"Clearly enough, however, it was the business of the plaintiff to exercise the option. The clause contains no express provision saying how he is to do it and any definitive communication of an election would suffice. But it was necessary that the communication should express clearly and unequivocally the fact that the surviving partner, the plaintiff, then and there elected to acquire the deceased's interest upon the terms of the clause."
15 In Prudential Assurance Co Ltd v Health Minders Pty Ltd (1987) 9 NSWLR 673, Kirby P picked up the above principle at point 1 and helpfully summarised the other applicable principles governing options, as being:
"1. The primary rule is that the purported exercise of the option must express clearly and unequivocally the fact that this is what is intended: see Dixon CJ in Ballas v Theophilos (No 2) … ; see also R Fox, "Options" (1950) 24 ALJ 7 at 11. However because clarity and lack of equivocation are matters of opinion and impression, because inflexible insistence on form could lead to plain injustice and because fact situations vary almost infinitely a number of elaborations of this primary rule have been developed by the Courts.
2. It is not necessary , for example, for the effective exercise of an option, that terminology conforming precisely to the terms of the option should be used: see Williams J in Ballas v Theophilos (No 2) … cf Gower-Chapman v Morris [1987] NSW Conv R No 55-341.
3. The appropriate question to be asked is what anybody who received the letter, subsequently said to amount to the exercise of the option, would fairly have understood to be the meaning of it, in all the circumstances of its receipt: cf Carter v Hyde (1923) 33 CLR 115 at 126; adapting Romer J in Jones v Daniel [1894] 2 Ch 332 at 335. The addition by Issacs J of the phrase "in the circumstances of its receipt", adds instruction that the consideration which will govern the meaning to be ascribed to the letter is not to be judged in isolation, weighing only the words used. It is to be judged against the background of the dealings between the parties: cf Braham v Walker (1961) 104 CLR 366 t 376 and Lamont v Heron (1970) 126 CLR 239. The parties did not dispute that this Court could look to those dealings, at lease up to the time for the exercise of the option had expired.
4. Although a notice may mis-state the terms of the option which it purports to exercise, it may nevertheless amount, depending on the circumstances, to an unqualified and unconditional exercise of the option: Quadling v Robinson (1976) 137 CLR 192 at 201. On the other hand, if the grantee of the option sets out an erroneous understanding of it and then purports to exercise the option as so understood, the exercise will, generally speaking be ineffective … see also Oliver v Oliver (1958) 99 CLR 20
5. Nonetheless, every case depends ultimately upon its own facts and the proper construction of the document which is in dispute. Accordingly care must be observed in laying down general rules suggested to be of inflexible operation: see Gibbs J in Quadling v Robinson … and cf Hope J in Johnson v Bones …
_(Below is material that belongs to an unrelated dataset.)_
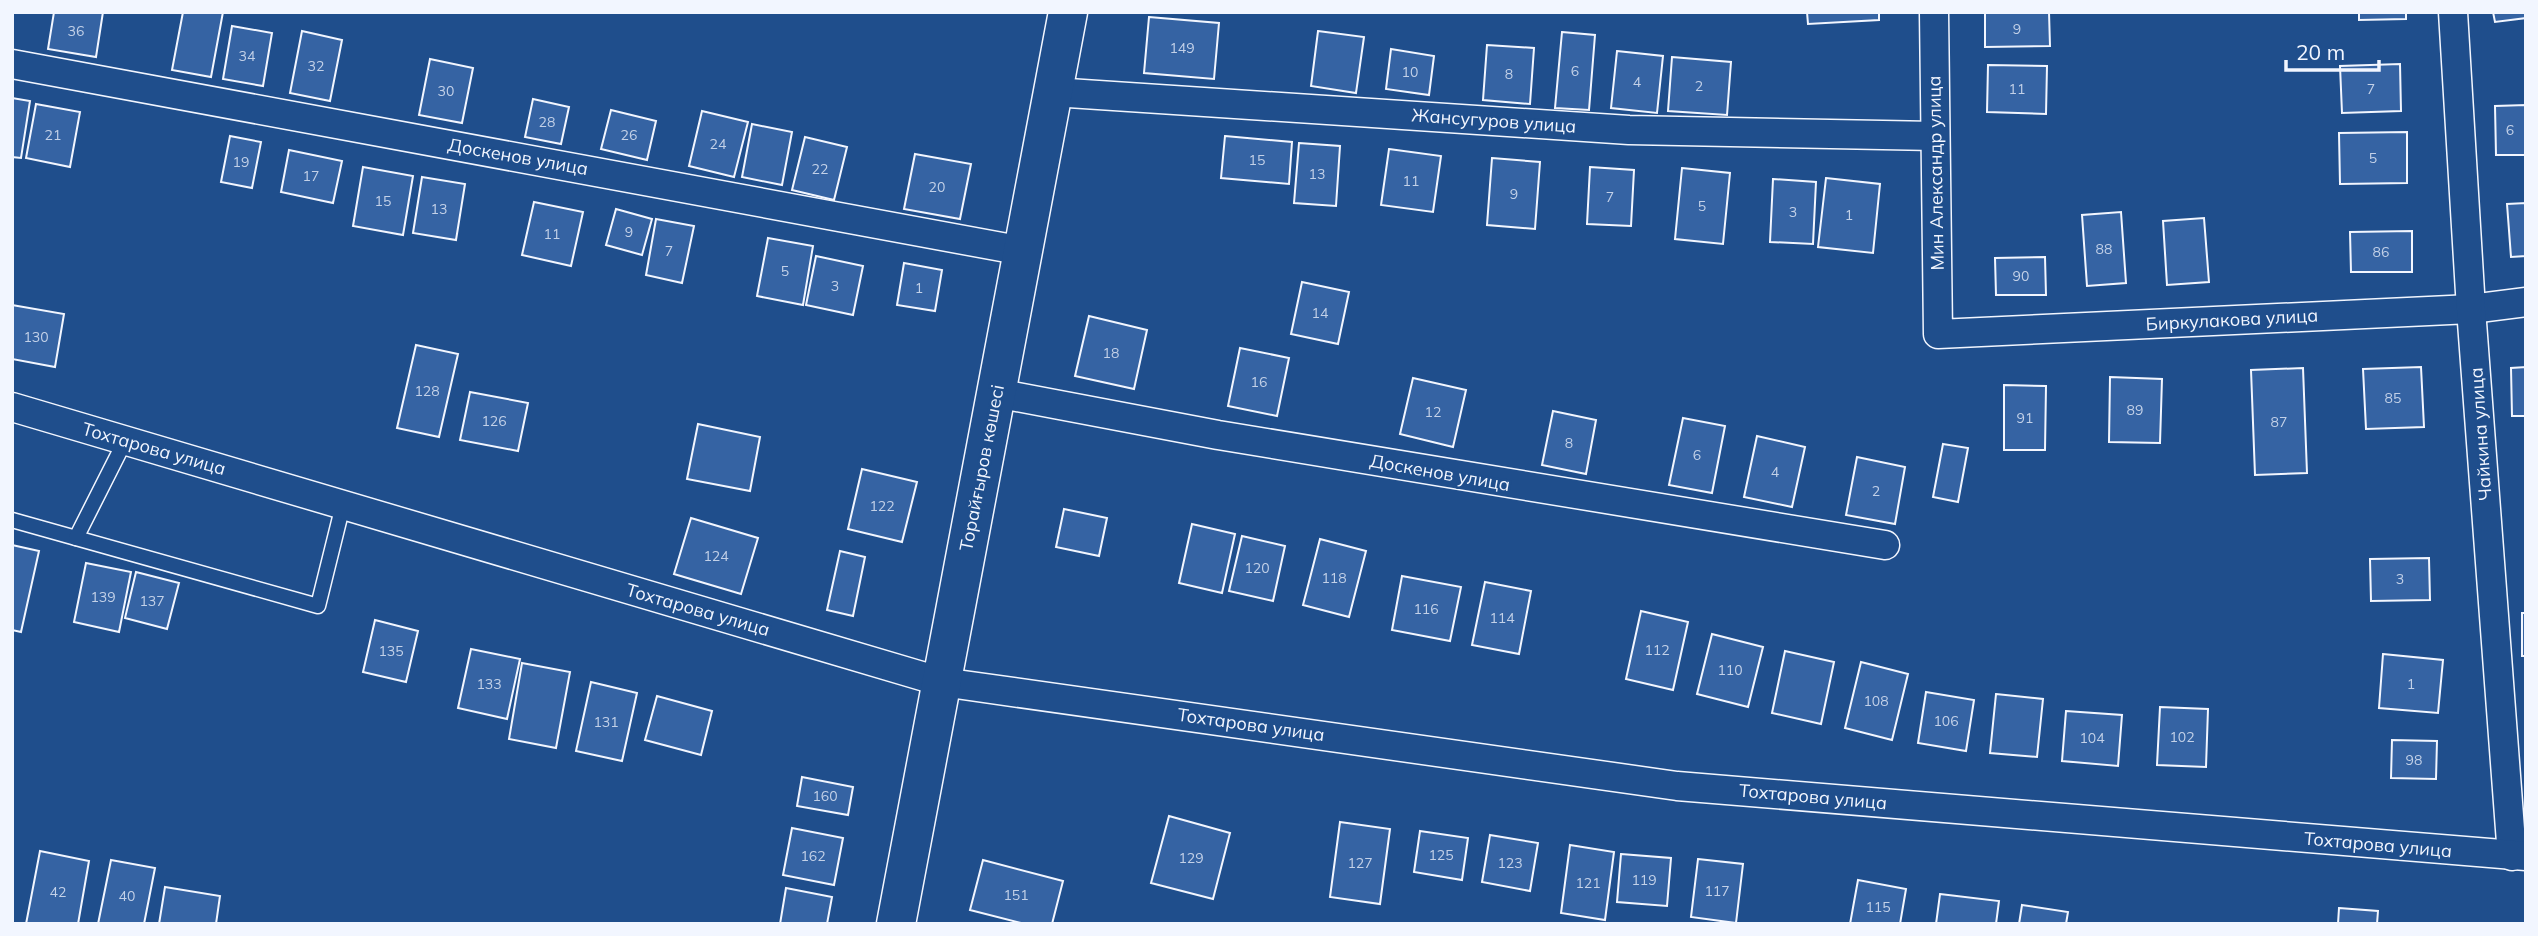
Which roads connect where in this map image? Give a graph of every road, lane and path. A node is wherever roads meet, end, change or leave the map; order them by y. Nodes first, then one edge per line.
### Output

The foregoing guiding principles are more readily stated than applied in a way that produces but one answer. They contain within their words the necessities of evaluation and impression which typically make the conclusion reached in such cases argumentative."
16 Recently, the principle was restated in Young v Lamb [2001] NSWCA 225 at paras 22 and 24.
17 The first defendant's version will be disputed at trial. However, for the purposes of this application I have accepted the first defendant's evidence. It is that:
"On 16 July 2000 the service station premises was [sic] severely damaged by a fire. The building was largely gutted at the rear and there was extensive water damage throughout. I recall that on 18 July 2000 I had a discussion with Kel and Anne Vickers at their house about the fire. There was some discussion about insurance. I went to the site the next morning to meet with an insurance assessor. Darryl Parker was also there. Later in the morning Kel Vickers came over to the site. We had a conversation during which words to the following effect were said
Vickers: "Are you going to stay on? I though you would pull the pin and walk away"
Worland: "No, it is our option to stay on. We are here for the long haul".
I recall that there was then some discussion concerning the making of repairs to the buildings and the erection of a temporary shed.
Approximately 2 weeks later Kel Vickers again came over to the site and spoke to me. A conversation to the following effect took place:
Vickers: "I am really surprised you want to stay on after all this. I thought you would just sell the stock and give it away"
Worland: "No we are here for the long haul. We have some long term staff. We have obligations to them and we intend to follow through on that."
18 The defendants submitted that the option to take a renewed lease constituted a standing offer made by Murphy which was capable of acceptance by the lessees at any time prior to 21 August 2000. Whether the means of communicating acceptance of the offer was acceptable is a question of construction of the offer. As previously stated no mode of acceptance was prescribed or even contemplated. Accordingly, it was sufficient that acceptance of the offer be merely communicated to the offeror, particularly where the history of the dealings between the parties has been conducted with a high degree of informality. It is my view that it is arguable that the words "No it is our option to stay on. We are here for the long hall" state clearly and unequivocally that the defendant was exercising the option for a further five year lease. Clarity and lack of equivocation are matters of opinion and impression. It may be that anybody hearing the purported conversation would have understood the defendant to be saying that he intends to operate the service station for years to come. Indeed, in October 2000, after these words were uttered and one month before the lease expired, the plaintiff wrote a letter increasing the rent. It could be argued that the plaintiff understood that the defendants had exercised that option. The defendants' case cannot be said to be hopeless and it should go to trial. The notice of motion is dismissed.
19 Costs are discretionary. Costs should follow the event. The plaintiff is to pay the defendants' costs as assessed or agreed.